March 26 2024

Joe Biden will lie about his healthcare record today in North Carolina. 

 

The truth is that since Biden took office, healthcare costs are rising and patients have fewer options for care:

  • Private health insurance premiums have risen for the third year in a row under Biden. In 2024, Americans purchasing a plan through the marketplace will pay a record $584 a month, or $7,008 a year, for their coverage.
  • Average workplace health insurance premiums for employees and their families jumped 7% in 2023, climbing to nearly $24,000.
  • Since Biden took office, drug costs for patients are climbing—over-the-counter drugs cost 16% more today than in January 2021.
  • For two years in a row, Joe Biden has slashed payments to 33 million Americans—over half of the Medicare population—enrolled in Medicare Advantage, a system of private healthcare plans.
  • The Berkeley Research Group estimates that medical cost inflation will be between 4% and 6% next year for Medicare Advantage beneficiaries.
  • The rule changes in the Biden administration’s Notice of Benefit and Payment Parameters for 2024 will kick nearly 3 million people off their health plans by making over 57% of plans currently offered through the federal marketplace illegal.
  • In his first month in office, the Biden administration froze two Trump-era rules lowering drug prices for Americans, including regulations lowering costs for under-served patients needing EpiPens and insulin.
  • Biden’s so-called “Inflation Reduction Act” massively lowers research and development spending for cancer treatments and cures, and would “ultimately raise, as opposed to lower, cancer mortality.”
    • Price controls included in the “Inflation Reduction Act” will, according to research from the University of Chicago, reduce cancer research and development spending by $663 billion, or 18.5%, over the next fifteen years.
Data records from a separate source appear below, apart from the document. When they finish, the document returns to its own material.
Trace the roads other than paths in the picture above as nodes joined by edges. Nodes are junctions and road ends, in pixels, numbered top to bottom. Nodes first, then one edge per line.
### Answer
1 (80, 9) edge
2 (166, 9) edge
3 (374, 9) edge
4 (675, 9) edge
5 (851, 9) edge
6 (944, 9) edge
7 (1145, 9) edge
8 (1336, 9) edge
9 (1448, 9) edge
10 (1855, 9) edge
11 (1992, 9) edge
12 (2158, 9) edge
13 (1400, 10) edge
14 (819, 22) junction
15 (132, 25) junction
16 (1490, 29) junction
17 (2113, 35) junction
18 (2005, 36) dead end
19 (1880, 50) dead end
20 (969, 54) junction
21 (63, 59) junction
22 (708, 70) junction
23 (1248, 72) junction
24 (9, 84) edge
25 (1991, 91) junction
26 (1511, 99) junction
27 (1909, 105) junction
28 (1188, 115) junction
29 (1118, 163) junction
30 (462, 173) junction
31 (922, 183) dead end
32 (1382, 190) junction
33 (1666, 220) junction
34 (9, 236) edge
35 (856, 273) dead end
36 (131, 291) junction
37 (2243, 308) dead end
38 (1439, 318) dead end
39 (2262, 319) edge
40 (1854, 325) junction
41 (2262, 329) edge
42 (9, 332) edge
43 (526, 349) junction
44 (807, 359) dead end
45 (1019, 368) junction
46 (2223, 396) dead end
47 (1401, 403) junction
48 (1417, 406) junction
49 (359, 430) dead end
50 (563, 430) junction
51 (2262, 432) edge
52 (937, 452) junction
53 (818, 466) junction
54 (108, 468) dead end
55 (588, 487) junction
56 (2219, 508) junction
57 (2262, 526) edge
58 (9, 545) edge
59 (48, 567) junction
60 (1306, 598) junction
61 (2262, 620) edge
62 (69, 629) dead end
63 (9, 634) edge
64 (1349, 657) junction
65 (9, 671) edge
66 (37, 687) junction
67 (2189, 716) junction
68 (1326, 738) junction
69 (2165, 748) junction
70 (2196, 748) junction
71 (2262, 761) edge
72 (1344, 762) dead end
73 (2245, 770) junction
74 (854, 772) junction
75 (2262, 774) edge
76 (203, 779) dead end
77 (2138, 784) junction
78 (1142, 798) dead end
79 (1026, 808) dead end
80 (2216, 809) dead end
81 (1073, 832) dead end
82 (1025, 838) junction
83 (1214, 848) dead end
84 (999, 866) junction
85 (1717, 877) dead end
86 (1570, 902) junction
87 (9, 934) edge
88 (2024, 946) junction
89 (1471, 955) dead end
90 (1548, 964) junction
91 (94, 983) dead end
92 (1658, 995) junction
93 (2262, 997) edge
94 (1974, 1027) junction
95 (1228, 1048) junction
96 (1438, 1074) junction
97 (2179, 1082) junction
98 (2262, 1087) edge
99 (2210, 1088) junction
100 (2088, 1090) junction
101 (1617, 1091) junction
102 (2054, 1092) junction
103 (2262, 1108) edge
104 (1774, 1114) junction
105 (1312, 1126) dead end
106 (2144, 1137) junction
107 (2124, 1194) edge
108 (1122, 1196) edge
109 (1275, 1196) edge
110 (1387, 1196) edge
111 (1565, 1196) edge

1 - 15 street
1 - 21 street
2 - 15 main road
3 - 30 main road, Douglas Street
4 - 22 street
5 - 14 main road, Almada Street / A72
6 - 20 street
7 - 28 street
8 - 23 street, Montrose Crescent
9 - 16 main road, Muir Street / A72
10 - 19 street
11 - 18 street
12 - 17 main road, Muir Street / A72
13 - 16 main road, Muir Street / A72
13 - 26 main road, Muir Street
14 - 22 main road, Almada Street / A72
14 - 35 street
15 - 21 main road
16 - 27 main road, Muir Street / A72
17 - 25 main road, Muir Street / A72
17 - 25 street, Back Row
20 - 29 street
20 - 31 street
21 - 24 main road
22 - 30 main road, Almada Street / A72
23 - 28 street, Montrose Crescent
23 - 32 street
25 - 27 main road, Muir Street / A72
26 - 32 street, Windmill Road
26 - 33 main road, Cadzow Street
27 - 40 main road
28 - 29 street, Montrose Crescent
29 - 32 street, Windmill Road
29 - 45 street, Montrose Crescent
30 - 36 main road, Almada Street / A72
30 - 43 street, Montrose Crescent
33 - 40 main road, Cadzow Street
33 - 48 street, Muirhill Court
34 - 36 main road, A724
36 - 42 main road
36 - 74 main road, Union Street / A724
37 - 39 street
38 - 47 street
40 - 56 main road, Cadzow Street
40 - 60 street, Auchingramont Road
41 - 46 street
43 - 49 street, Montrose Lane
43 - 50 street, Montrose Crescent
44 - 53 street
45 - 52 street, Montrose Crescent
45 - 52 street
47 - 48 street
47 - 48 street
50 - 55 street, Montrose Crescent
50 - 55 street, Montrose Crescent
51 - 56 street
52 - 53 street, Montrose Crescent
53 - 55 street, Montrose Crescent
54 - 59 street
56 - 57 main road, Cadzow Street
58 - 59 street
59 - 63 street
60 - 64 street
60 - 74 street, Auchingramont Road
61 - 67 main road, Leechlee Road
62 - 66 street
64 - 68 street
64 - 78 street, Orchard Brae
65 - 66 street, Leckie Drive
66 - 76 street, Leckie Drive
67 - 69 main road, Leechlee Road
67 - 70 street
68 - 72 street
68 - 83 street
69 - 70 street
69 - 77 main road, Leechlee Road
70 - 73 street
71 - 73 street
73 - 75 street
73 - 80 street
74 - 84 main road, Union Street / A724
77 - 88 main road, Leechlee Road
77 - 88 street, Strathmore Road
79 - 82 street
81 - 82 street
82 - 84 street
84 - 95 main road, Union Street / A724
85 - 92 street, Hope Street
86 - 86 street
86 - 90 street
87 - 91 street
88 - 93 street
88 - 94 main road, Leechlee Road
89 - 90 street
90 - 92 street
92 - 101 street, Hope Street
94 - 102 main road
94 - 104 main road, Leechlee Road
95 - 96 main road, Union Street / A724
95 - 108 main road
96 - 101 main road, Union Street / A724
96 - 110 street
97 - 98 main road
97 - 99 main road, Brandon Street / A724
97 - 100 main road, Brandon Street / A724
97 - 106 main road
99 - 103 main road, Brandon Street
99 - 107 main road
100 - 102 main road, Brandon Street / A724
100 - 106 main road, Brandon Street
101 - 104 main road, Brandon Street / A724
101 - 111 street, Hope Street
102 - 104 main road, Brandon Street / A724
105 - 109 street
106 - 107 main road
The reduction in cancer R&D spending caused by the Inflation Reduction Act eclipses any new proposed cancer research spending by 9.4 times.

 

President Trump increased competition, spurred medical research and innovation, and lowered costs for patients:

 

  • President Trump took executive action to make it the official policy of the United States to protect patients with pre-existing conditions.
  • The Trump Administration cut miles of burdensome red tape across the healthcare industry, saving the medical community a projected $6.6 billion in wasteful regulatory compliance costs.
  • President Trump lowered drug prices for Americans for the first time in over fifty years, saving them almost 10% on prescription drugs. His administration finalized rules to allow patients to import cheaper prescription drugs from Canada, as well as the Most Favored Nation Rule to ensure that pharmaceutical companies offer the same discounts to Americans that they do to other nations.
    • The Most Favored Nation Rule alone is projected to save patients $85 billion over seven years, including $30 billion in out-of-pocket costs.
  • President Trump instituted unprecedented, pro-patient price transparency rules, giving Americans more access than ever to vital information about the different medical services, insurance plans, treatments, drugs, and their costs available to them.
  • President Trump promoted competition in the individual health insurance market, resulting in lower premiums for three years in a row.
  • The Trump Administration added over 2,000 new Medicare Advantage plan options during his administration, and lowered Medicare Advantage premiums to their lowest level in 14 years, saving beneficiaries nearly $1.5 billion.
  • President Trump reduced prescription drug premiums by nearly $2 billion for Medicare Part D beneficiaries.
  • President Trump enhanced Medicare Part D plans to cap insulin at $35 a month copay.
  • The Trump Administration championed access to healthcare in rural and underserved communities by expanding telehealth availability and increasing Medicare payments to rural hospitals.
  • President Trump increased funding for Alzheimer’s disease research by $1 billion, signed an executive order to fight kidney disease with improved treatment and more transplants, and initiated a campaign to provide $500 million over the next decade for childhood cancer research.
  • President Trump passed Right to Try, giving terminally ill patients access to lifesaving, cutting-edge therapies and cures.
  • President Trump will protect Medicare: Not “a single penny” will be cut from “the benefits our seniors worked for and paid for their entire lives.”